# What do you think about Telluride?



## Woosenheimer (Nov 13, 2008)

Just found out that I'm going to Telluride early January. Can anyone give me any tips or "must do's" while I'm there. Hell just tell me what you think of the place if you've been there before. Priciate it, I'm supre jacked. (This is a qualifier) I'll prolly start this thread again around November just to catch the opinions or advice of any stragglers that didnt read snowboarding websites till the summer. BTW those guys are losers.


----------



## killclimbz (Aug 10, 2007)

T Ride and Silverton are the only two majors in Colorado I haven't been too. Telluride is very remote and for the same drive I can get to Utah. So for what ever reason I haven't made it down there. Regardless the mountains look fantastic and T-ride is a ski town. So the vibe there should be great like other worthy ski towns suchs as Steamboat, Aspen, Crested Butte etc. Gold Hill is supposed to have some wonderful Alps style riding. Nightlife might be a little tame there, but it should be easy enough to find a place that is happening enough. 

Lift tix are not cheap there and deals are super hard to find. So if you find a discount package deal, just jump on it. 
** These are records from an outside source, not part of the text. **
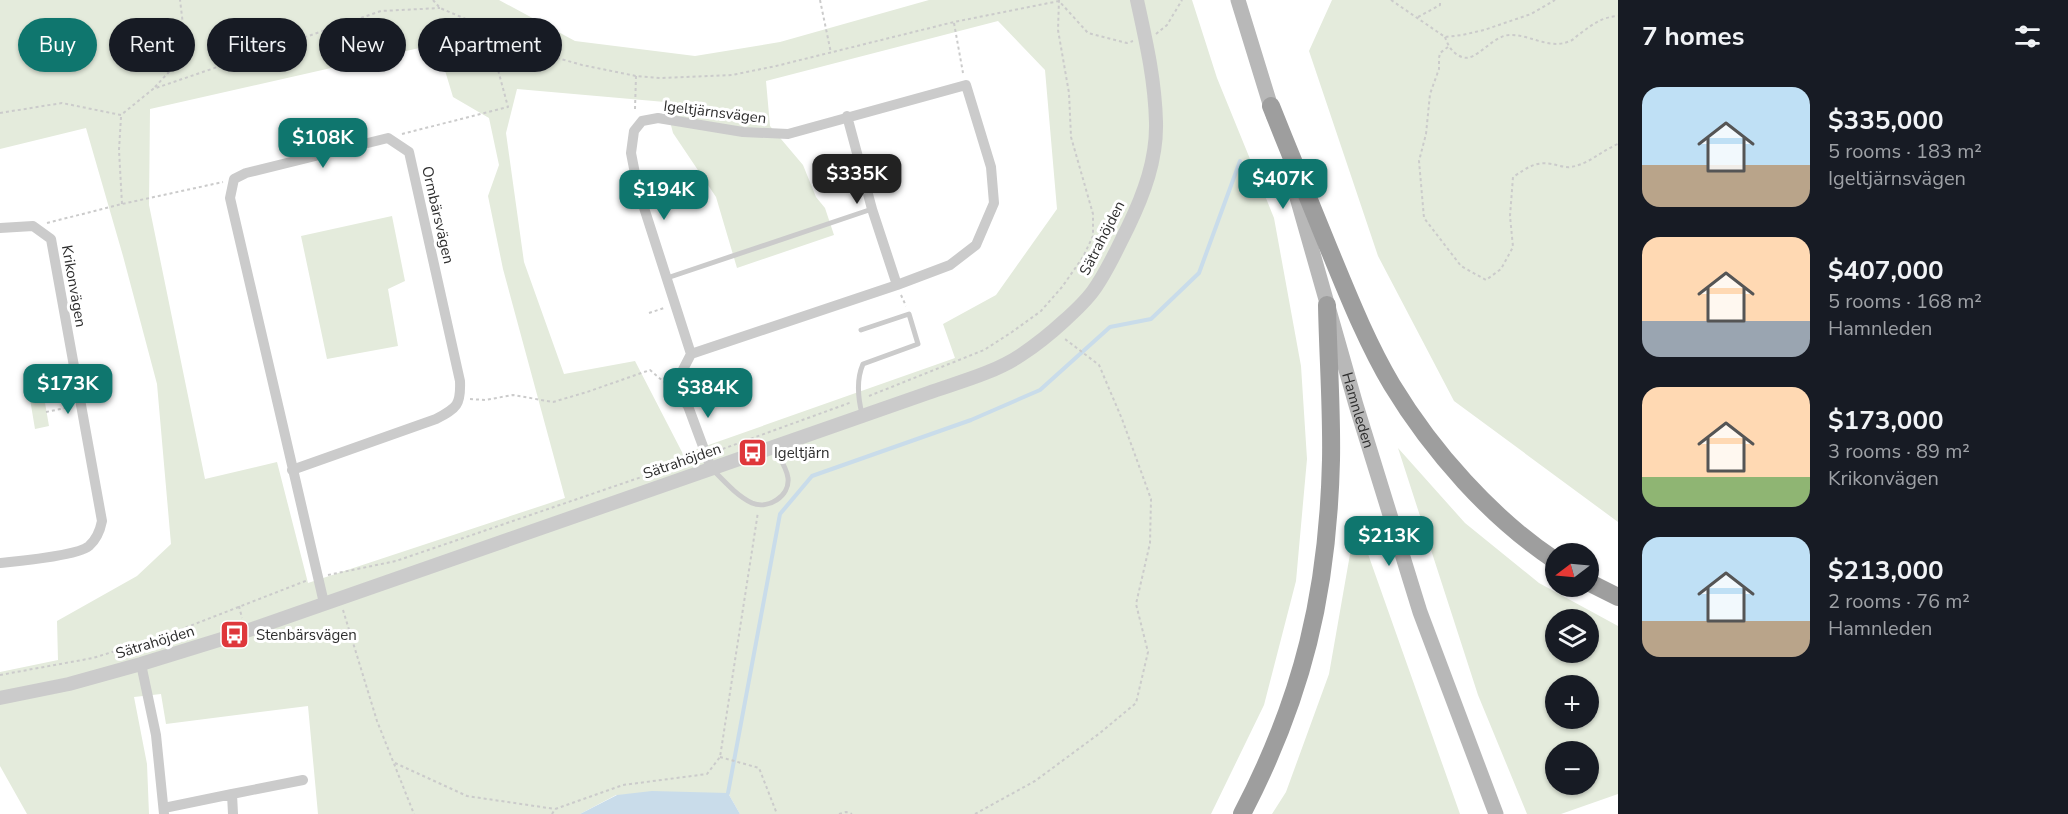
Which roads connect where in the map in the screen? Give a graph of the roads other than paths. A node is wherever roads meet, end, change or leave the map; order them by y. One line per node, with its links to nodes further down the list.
1 (1137, 0): 12 (street, Sätrahöjden)
2 (1238, 0): 3 (main road, Hamnleden)
3 (1271, 106): 9 (main road, Hamnleden); 16 (highway)
4 (847, 116): 5 (street); 7 (street, Igeltjärnsvägen); 8 (street, Igeltjärnsvägen)
5 (872, 209): 7 (lane); 8 (street)
6 (0, 228): 17 (street, Krikonvägen)
7 (667, 278): 11 (street, Igeltjärnsvägen)
8 (897, 285): 11 (street)
9 (1327, 305): 27 (highway); 28 (main road, Hamnleden)
10 (861, 330): 12 (lane)
11 (691, 354): 14 (street)
12 (862, 416): 13 (street, Sätrahöjden)
13 (774, 447): 14 (street, Sätrahöjden); 14 (lane)
14 (711, 468): 20 (street, Sätrahöjden)
15 (292, 470): 15 (street, Ormbärsvägen); 20 (street)
16 (1545, 552)
17 (0, 563)
18 (1599, 588): 19 (highway)
19 (1618, 597)
20 (324, 603): 21 (street, Sätrahöjden)
21 (141, 664): 22 (street, Sätrahöjden); 25 (street)
22 (0, 698)
23 (303, 780): 24 (street)
24 (232, 794): 25 (street); 26 (street)
25 (164, 811)
26 (233, 814)
27 (1242, 814)
28 (1496, 814)

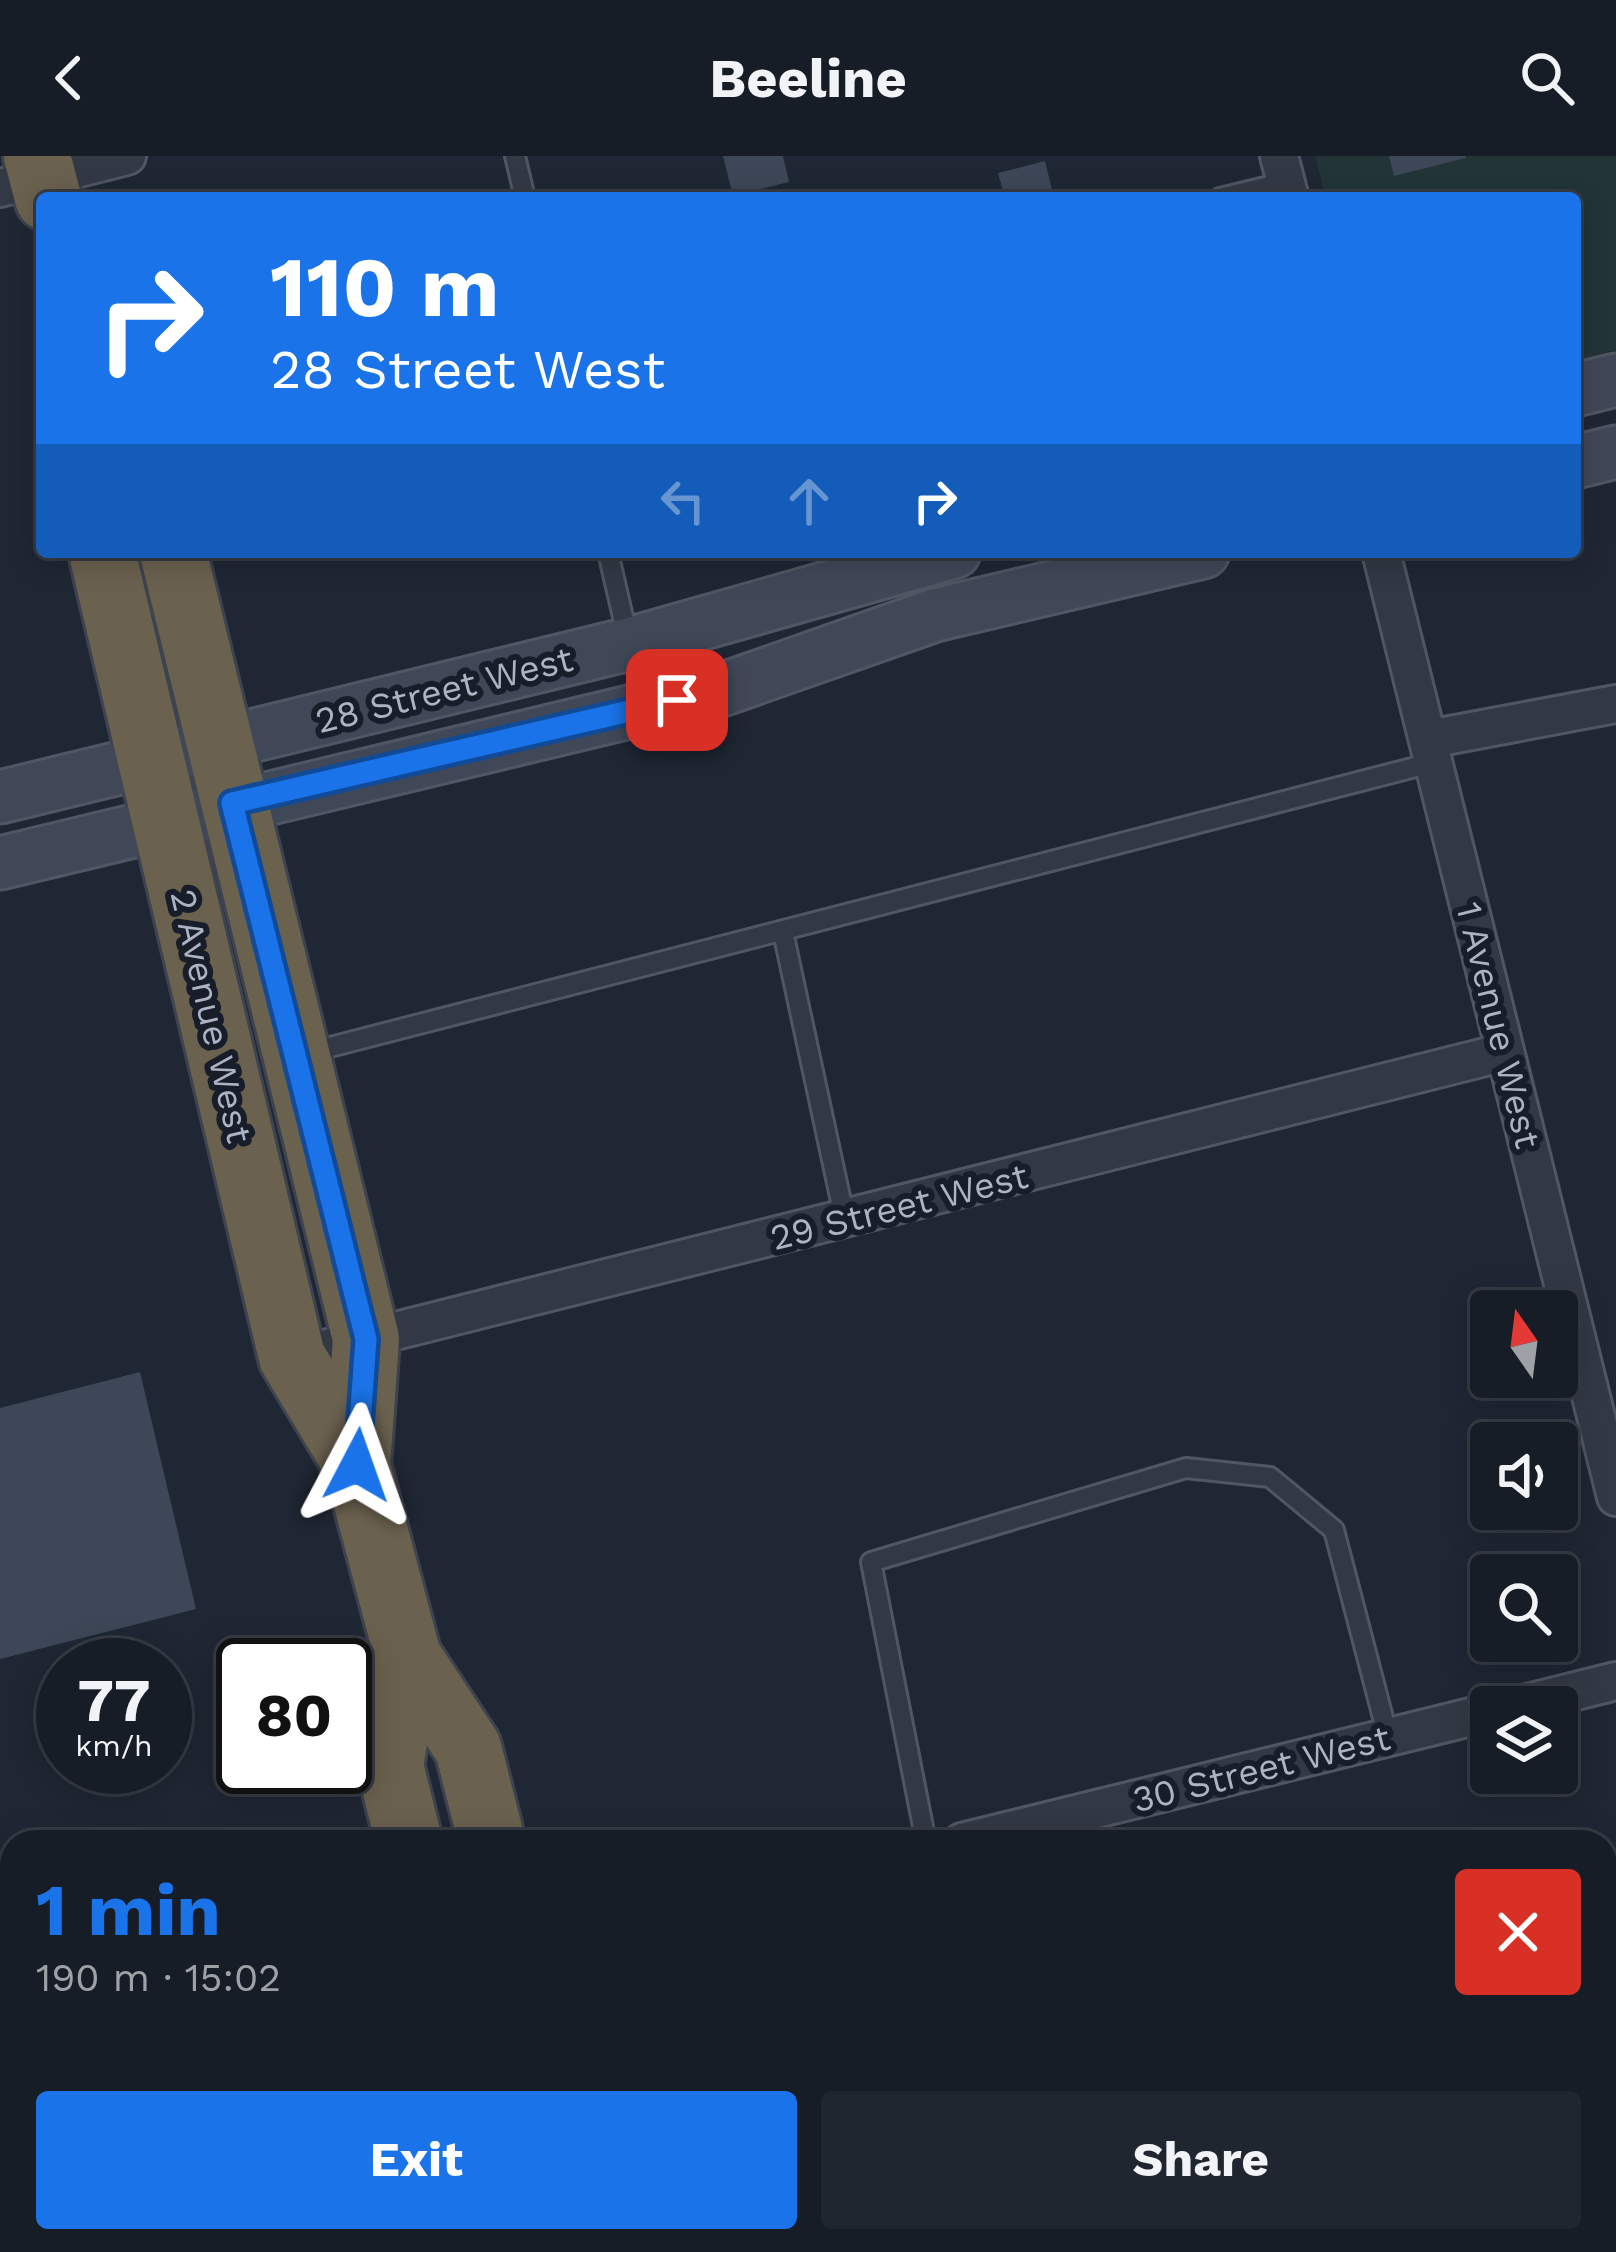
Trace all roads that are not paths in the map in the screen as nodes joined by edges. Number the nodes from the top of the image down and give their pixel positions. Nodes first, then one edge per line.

It's also one of the most beautiful parts of the state. Being in the San Juans and all. Should be a great time. Take a lot of pics and post them up.


----------



## Woosenheimer (Nov 13, 2008)

I do get a deal on it. I go w/ the University of Kentucky ski club. I dont know how much it is this trip but we did go to big sky last year and 5 days lift tickets and 6 nights lodging at the resort in a condo was only $440. I doubt this one will be much more. I'm affraid that it's not going to be AS nice as big sky but I'm sure it will still be awesome. It dumped everynight while we were at big sky and they have around 3,800 acres and telluride says it has 2000+. I'm still jacked about going though.


----------



## killclimbz (Aug 10, 2007)

Well snow conditions are always a crap shoot. You got lucky with Big Sky. It could have just as easily had been no snow in weeks while you were there with crappy cold conditions. 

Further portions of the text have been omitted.